PROBLEM DESCRIPTION: Records follow. Copy every line with "name".

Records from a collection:
========
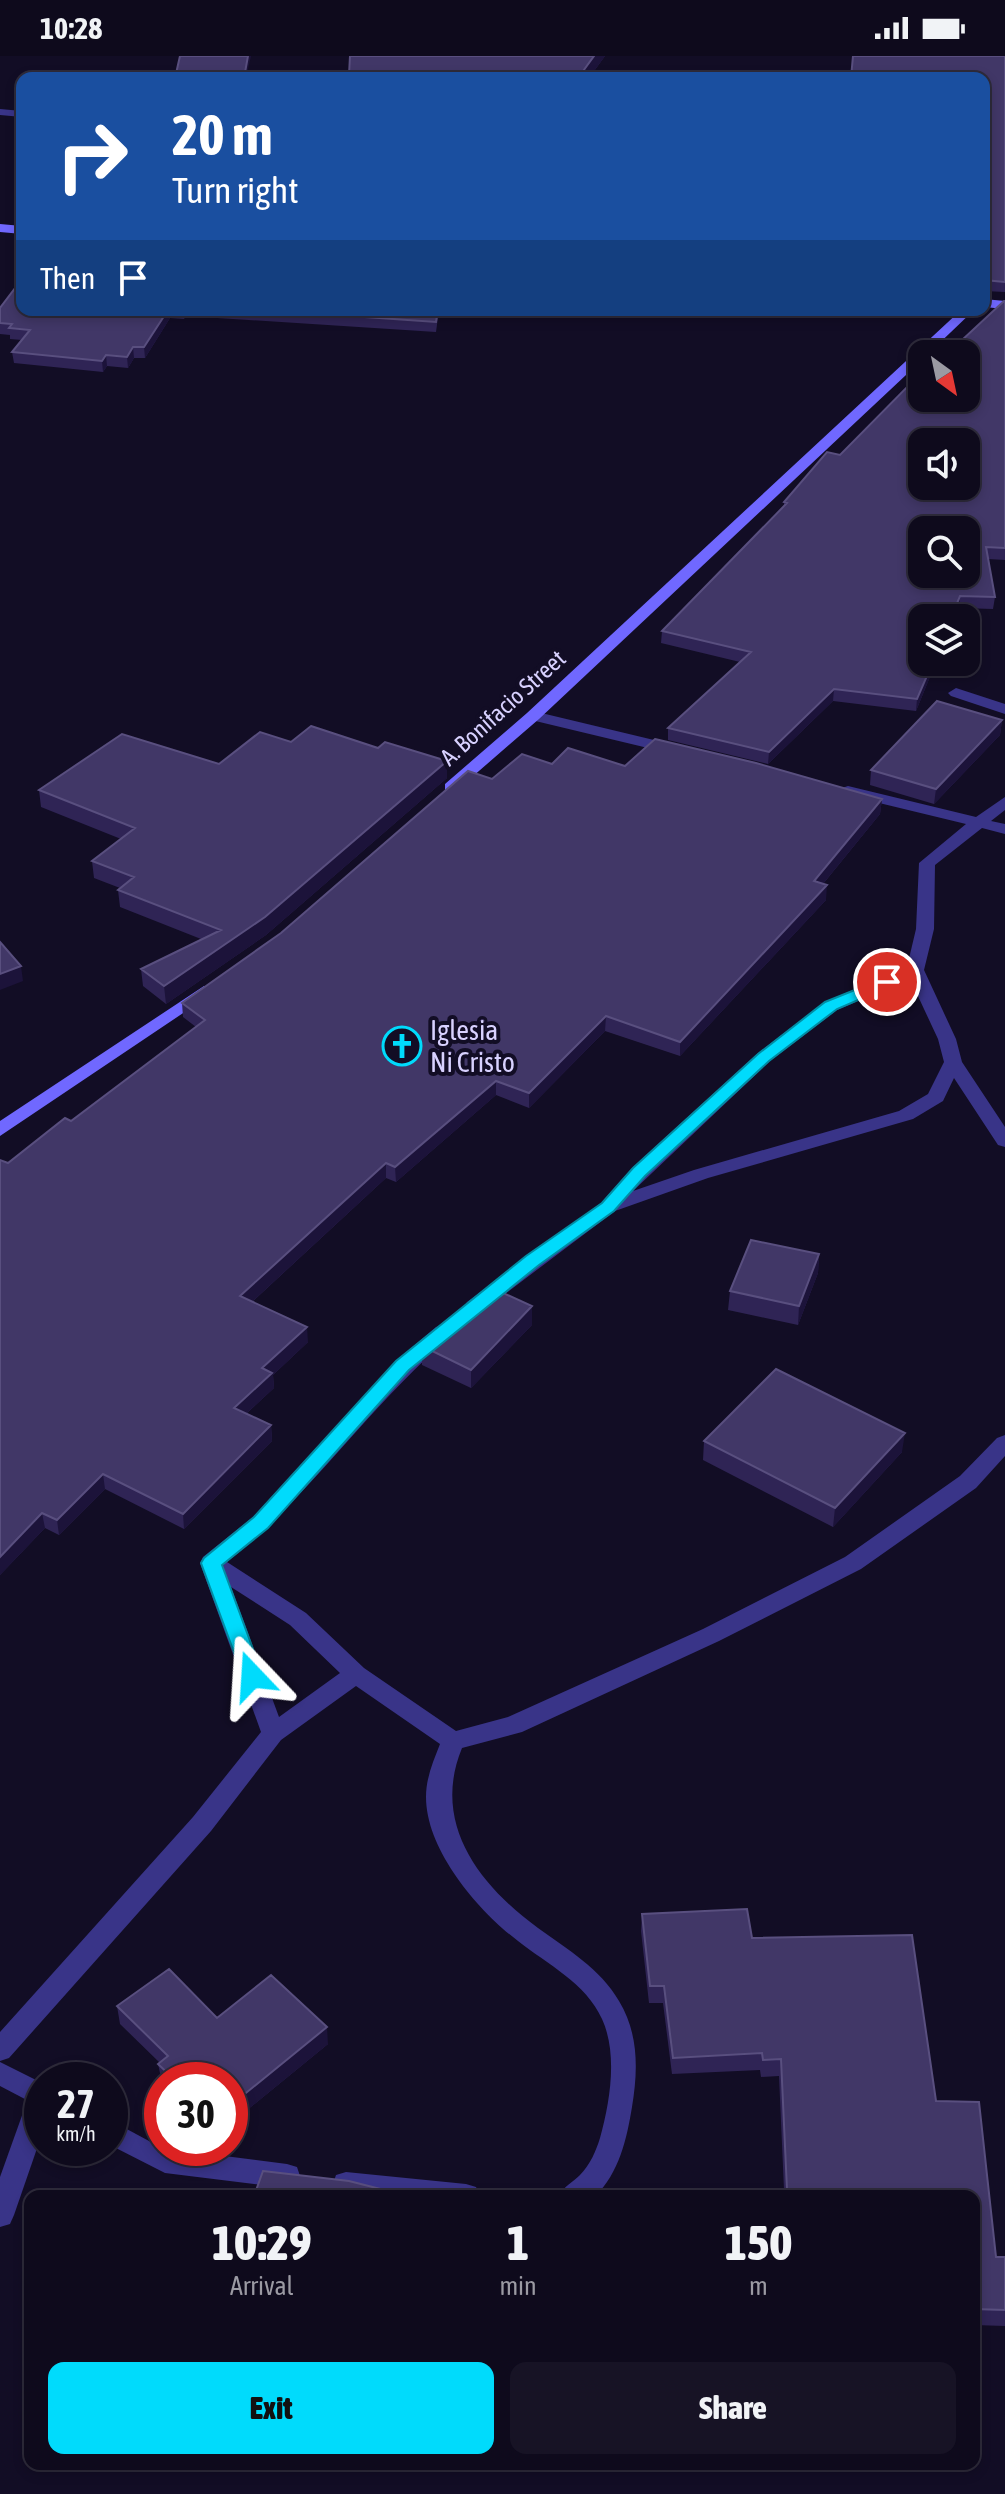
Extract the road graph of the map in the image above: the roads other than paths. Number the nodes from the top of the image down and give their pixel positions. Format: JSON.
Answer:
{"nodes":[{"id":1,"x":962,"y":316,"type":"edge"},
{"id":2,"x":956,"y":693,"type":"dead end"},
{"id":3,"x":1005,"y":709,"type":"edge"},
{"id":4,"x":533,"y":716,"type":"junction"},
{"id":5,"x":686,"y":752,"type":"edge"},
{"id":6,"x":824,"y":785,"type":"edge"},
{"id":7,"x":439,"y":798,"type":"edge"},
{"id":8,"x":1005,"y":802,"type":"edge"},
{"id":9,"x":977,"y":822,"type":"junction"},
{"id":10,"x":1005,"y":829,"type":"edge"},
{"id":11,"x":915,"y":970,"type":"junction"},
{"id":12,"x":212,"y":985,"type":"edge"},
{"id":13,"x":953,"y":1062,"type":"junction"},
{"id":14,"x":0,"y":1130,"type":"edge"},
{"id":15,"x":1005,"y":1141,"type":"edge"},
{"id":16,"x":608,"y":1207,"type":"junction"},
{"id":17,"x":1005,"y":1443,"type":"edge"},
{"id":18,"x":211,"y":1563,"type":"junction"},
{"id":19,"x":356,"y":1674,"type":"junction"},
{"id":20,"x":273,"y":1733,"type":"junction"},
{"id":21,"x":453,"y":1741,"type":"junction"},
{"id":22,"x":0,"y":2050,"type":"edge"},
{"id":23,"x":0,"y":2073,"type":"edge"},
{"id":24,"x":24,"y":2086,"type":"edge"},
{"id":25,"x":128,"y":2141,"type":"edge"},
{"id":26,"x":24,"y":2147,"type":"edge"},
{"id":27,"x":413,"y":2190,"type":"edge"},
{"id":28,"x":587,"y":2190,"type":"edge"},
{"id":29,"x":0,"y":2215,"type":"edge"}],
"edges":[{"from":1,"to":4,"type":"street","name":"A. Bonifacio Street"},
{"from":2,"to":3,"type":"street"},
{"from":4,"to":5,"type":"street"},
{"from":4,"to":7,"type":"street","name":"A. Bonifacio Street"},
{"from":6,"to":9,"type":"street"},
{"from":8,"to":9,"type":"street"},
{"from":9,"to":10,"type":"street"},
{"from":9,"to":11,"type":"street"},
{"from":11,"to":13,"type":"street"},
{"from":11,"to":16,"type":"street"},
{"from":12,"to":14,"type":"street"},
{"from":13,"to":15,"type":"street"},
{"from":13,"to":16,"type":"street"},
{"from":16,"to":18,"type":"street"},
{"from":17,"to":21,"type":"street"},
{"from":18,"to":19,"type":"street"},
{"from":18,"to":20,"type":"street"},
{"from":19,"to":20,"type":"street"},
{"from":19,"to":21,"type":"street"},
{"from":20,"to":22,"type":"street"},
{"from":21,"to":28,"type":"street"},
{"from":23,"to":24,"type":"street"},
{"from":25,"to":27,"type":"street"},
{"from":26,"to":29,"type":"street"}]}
========
REPLY:
"edges":[{"from":1,"to":4,"type":"street","name":"A. Bonifacio Street"},
{"from":4,"to":7,"type":"street","name":"A. Bonifacio Street"},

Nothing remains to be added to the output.